Summary

I currently have a patch that needs review that adds a new drop-in replacement for ovs_lib that uses openvswitch’s python bindings to make OVSDB calls instead of running ovs-vsctl. Here is the spec that was approved for Juno which I will need to update for Kilo.

Both the current ovs_lib and ovs-vsctl seem to scale quadratically with the number of ports on a system where ovs_lib2 scales linearly.

Please take a look at the review and make suggestions. There’s still some stuff to do, but it should be in a testable state.

Benchmarking

Test setup

Test setup is just a devstack VM with the dummy network kernel module loaded and set to create 1000 dummy devices. Create /etc/modprobe.d/dummy.conf with:

options dummy numdummies=1000

and then:

sudo modprobe dummy

Baseline - bash and ovs-vsctl

First, let’s get rid of the necessity for using sudo by just quickly doing:

sudo chmod a+rwx /var/run/openvswitch/db.sock

Now we can test adding 100 ports w/o sudo overhead:

[terry@localhost neutron]$ ovs-vsctl del-br testbr -- add-br testbr
[terry@localhost neutron]$ time (for ((i=0;i<100;i++));do ovs-vsctl add-port testbr dummy${i};done)

real    0m1.389s

So that isn’t too bad, actually. What happens if we use sudo?

[terry@localhost neutron]$ ovs-vsctl del-br testbr -- add-br testbr
[terry@localhost neutron]$ time (for ((i=0;i<100;i++));do sudo ovs-vsctl add-port testbr dummy${i};done)

real    0m6.513s

So we’re about 5x slower just having to use sudo from the CLI. What about rootwrap?

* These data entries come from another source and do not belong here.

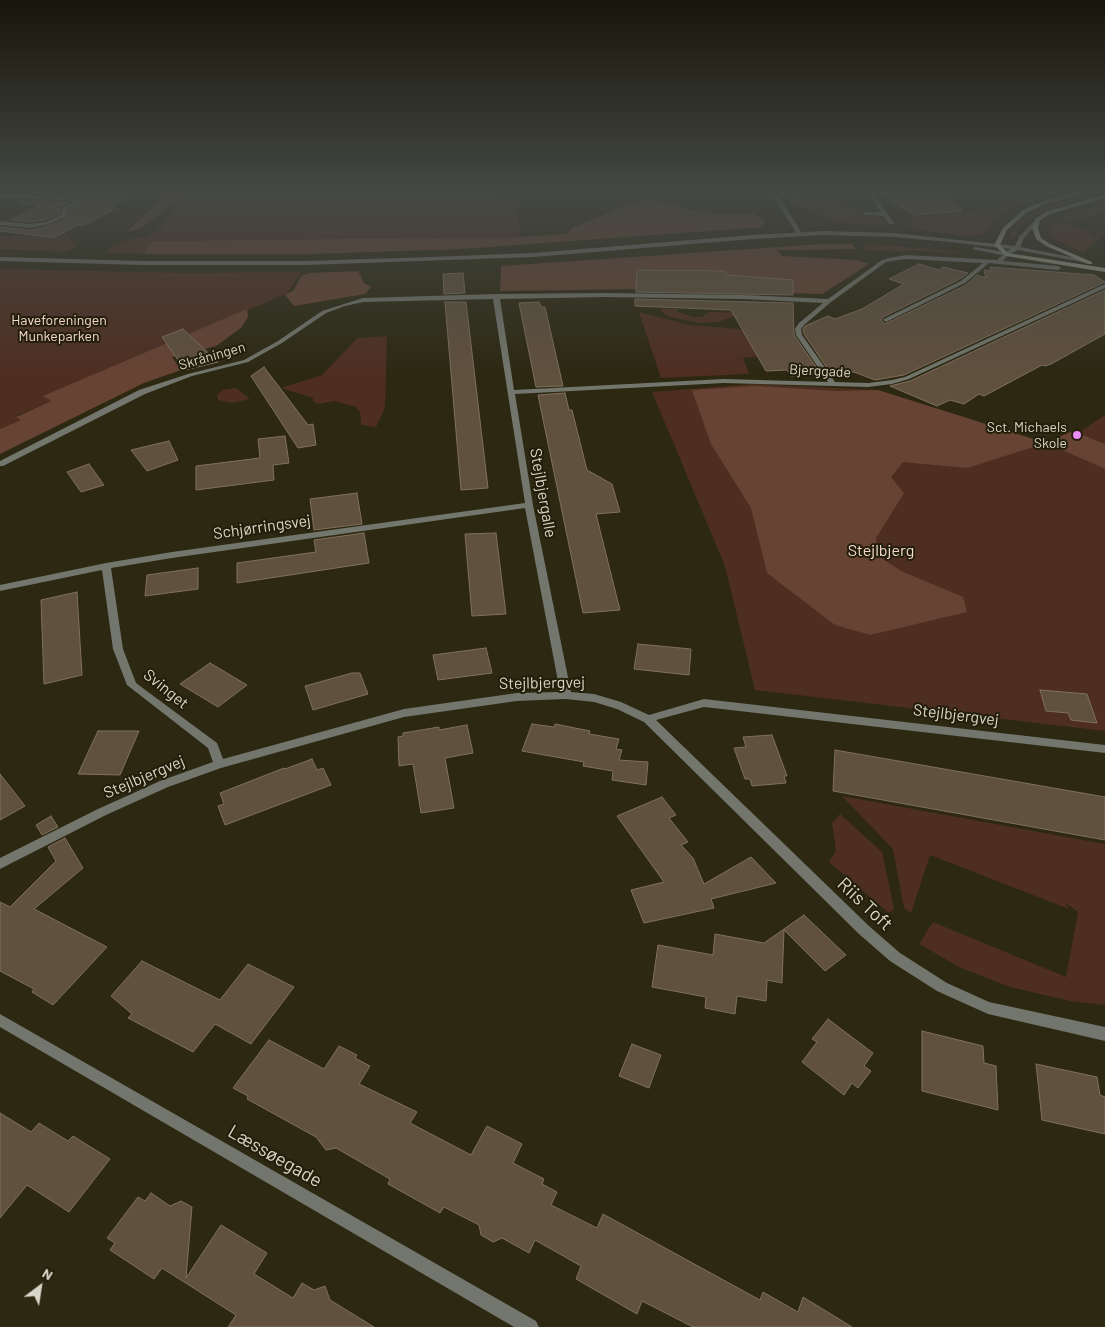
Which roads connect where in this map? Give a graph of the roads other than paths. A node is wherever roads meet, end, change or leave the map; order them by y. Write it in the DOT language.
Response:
graph roads {
  1 [pos="571,252"];
  2 [pos="991,252"];
  3 [pos="1010,252"];
  4 [pos="1036,252"];
  5 [pos="1061,252"];
  6 [pos="1006,254"];
  7 [pos="0,259"];
  8 [pos="987,262"];
  9 [pos="999,262"];
  10 [pos="1086,262"];
  11 [pos="1105,266"];
  12 [pos="1058,268"];
  13 [pos="1105,270"];
  14 [pos="1105,286"];
  15 [pos="496,296"];
  16 [pos="829,301"];
  17 [pos="886,320"];
  18 [pos="832,383"];
  19 [pos="512,392"];
  20 [pos="0,464"];
  21 [pos="529,505"];
  22 [pos="106,566"];
  23 [pos="0,588"];
  24 [pos="566,695"];
  25 [pos="648,719"];
  26 [pos="1105,749"];
  27 [pos="219,764"];
  28 [pos="0,864"];
  29 [pos="0,1020"];
  30 [pos="1105,1034"];
  31 [pos="530,1327"];
  1 -- 7 [label="street"];
  2 -- 6 [label="street"];
  3 -- 6 [label="street"];
  4 -- 10 [label="street"];
  5 -- 10 [label="main road"];
  6 -- 9 [label="street"];
  6 -- 13 [label="main road"];
  8 -- 9 [label="street"];
  8 -- 16 [label="street"];
  8 -- 17 [label="street"];
  9 -- 12 [label="street"];
  10 -- 11 [label="main road"];
  14 -- 18 [label="street, Bjerggade"];
  15 -- 16 [label="street, Skråningen"];
  15 -- 19 [label="street, Stejlbjergalle"];
  15 -- 20 [label="street, Skråningen"];
  16 -- 18 [label="street"];
  18 -- 19 [label="street, Bjerggade"];
  19 -- 21 [label="street, Stejlbjergalle"];
  21 -- 22 [label="street, Schjørringsvej"];
  21 -- 24 [label="street, Stejlbjergalle"];
  22 -- 23 [label="street, Schjørringsvej"];
  22 -- 27 [label="street, Svinget"];
  24 -- 25 [label="street, Stejlbjergvej"];
  24 -- 27 [label="street, Stejlbjergvej"];
  25 -- 26 [label="street, Stejlbjergvej"];
  25 -- 30 [label="street, Riis Toft"];
  27 -- 28 [label="street, Stejlbjergvej"];
  29 -- 31 [label="street, Læssøegade"];
}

[terry@localhost neutron]$ ovs-vsctl del-br testbr -- add-br testbr
[terry@localhost neutron]$ time (for ((i=0;i<100;i++));do sudo neutron-rootwrap /etc/neutron/rootwrap.conf ovs-vsctl add-port testbr dummy${i};done)

real    0m26.869s

Using sudo rootwrap is around 20x slower than the baseline of using no privilege escalation tool at all.

Now, what about adding 1000 ports? Does it scale linearly? Do we get around 13 seconds for adding 1000 ports with no sudo?

[terry@localhost neutron]$ ovs-vsctl del-br testbr -- add-br testbr
[terry@localhost neutron]$ time (for ((i=0;i<1000;i++));do ovs-vsctl add-port testbr dummy${i};done)

real    1m11.138s

No, we do not. ovs-vsctl does a dump of most of the database each time it runs. The more ports in the DB, the slower each successive call will be.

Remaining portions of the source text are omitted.